In full and without alteration, reproduce every record.

═══

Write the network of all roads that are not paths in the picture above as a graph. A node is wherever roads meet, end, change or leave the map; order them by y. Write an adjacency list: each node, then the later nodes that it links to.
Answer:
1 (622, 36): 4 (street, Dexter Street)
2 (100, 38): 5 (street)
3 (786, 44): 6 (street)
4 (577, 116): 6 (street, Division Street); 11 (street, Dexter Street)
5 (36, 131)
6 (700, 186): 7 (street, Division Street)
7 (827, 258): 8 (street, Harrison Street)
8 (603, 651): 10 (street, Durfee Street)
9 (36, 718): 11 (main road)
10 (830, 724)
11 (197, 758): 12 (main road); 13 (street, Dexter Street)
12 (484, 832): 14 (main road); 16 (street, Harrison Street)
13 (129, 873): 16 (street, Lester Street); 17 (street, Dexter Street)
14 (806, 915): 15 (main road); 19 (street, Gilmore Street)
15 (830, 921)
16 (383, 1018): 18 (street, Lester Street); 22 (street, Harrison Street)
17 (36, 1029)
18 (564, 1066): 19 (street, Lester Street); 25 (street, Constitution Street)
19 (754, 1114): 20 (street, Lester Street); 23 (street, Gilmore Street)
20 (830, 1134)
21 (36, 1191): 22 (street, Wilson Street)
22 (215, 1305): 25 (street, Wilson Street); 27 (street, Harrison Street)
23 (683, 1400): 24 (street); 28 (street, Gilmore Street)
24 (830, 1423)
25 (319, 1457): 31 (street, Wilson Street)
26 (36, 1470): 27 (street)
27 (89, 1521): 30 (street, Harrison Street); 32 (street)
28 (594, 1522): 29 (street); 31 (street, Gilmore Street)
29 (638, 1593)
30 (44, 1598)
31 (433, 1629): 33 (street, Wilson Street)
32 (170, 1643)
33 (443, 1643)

═══

# Answer below:
Write the network of all roads that are not paths in the picture above as a graph. A node is wherever roads meet, end, change or leave the map; order them by y. Write an adjacency list: each node, then the later nodes that it links to.
Answer:
1 (622, 36): 4 (street, Dexter Street)
2 (100, 38): 5 (street)
3 (786, 44): 6 (street)
4 (577, 116): 6 (street, Division Street); 11 (street, Dexter Street)
5 (36, 131)
6 (700, 186): 7 (street, Division Street)
7 (827, 258): 8 (street, Harrison Street)
8 (603, 651): 10 (street, Durfee Street)
9 (36, 718): 11 (main road)
10 (830, 724)
11 (197, 758): 12 (main road); 13 (street, Dexter Street)
12 (484, 832): 14 (main road); 16 (street, Harrison Street)
13 (129, 873): 16 (street, Lester Street); 17 (street, Dexter Street)
14 (806, 915): 15 (main road); 19 (street, Gilmore Street)
15 (830, 921)
16 (383, 1018): 18 (street, Lester Street); 22 (street, Harrison Street)
17 (36, 1029)
18 (564, 1066): 19 (street, Lester Street); 25 (street, Constitution Street)
19 (754, 1114): 20 (street, Lester Street); 23 (street, Gilmore Street)
20 (830, 1134)
21 (36, 1191): 22 (street, Wilson Street)
22 (215, 1305): 25 (street, Wilson Street); 27 (street, Harrison Street)
23 (683, 1400): 24 (street); 28 (street, Gilmore Street)
24 (830, 1423)
25 (319, 1457): 31 (street, Wilson Street)
26 (36, 1470): 27 (street)
27 (89, 1521): 30 (street, Harrison Street); 32 (street)
28 (594, 1522): 29 (street); 31 (street, Gilmore Street)
29 (638, 1593)
30 (44, 1598)
31 (433, 1629): 33 (street, Wilson Street)
32 (170, 1643)
33 (443, 1643)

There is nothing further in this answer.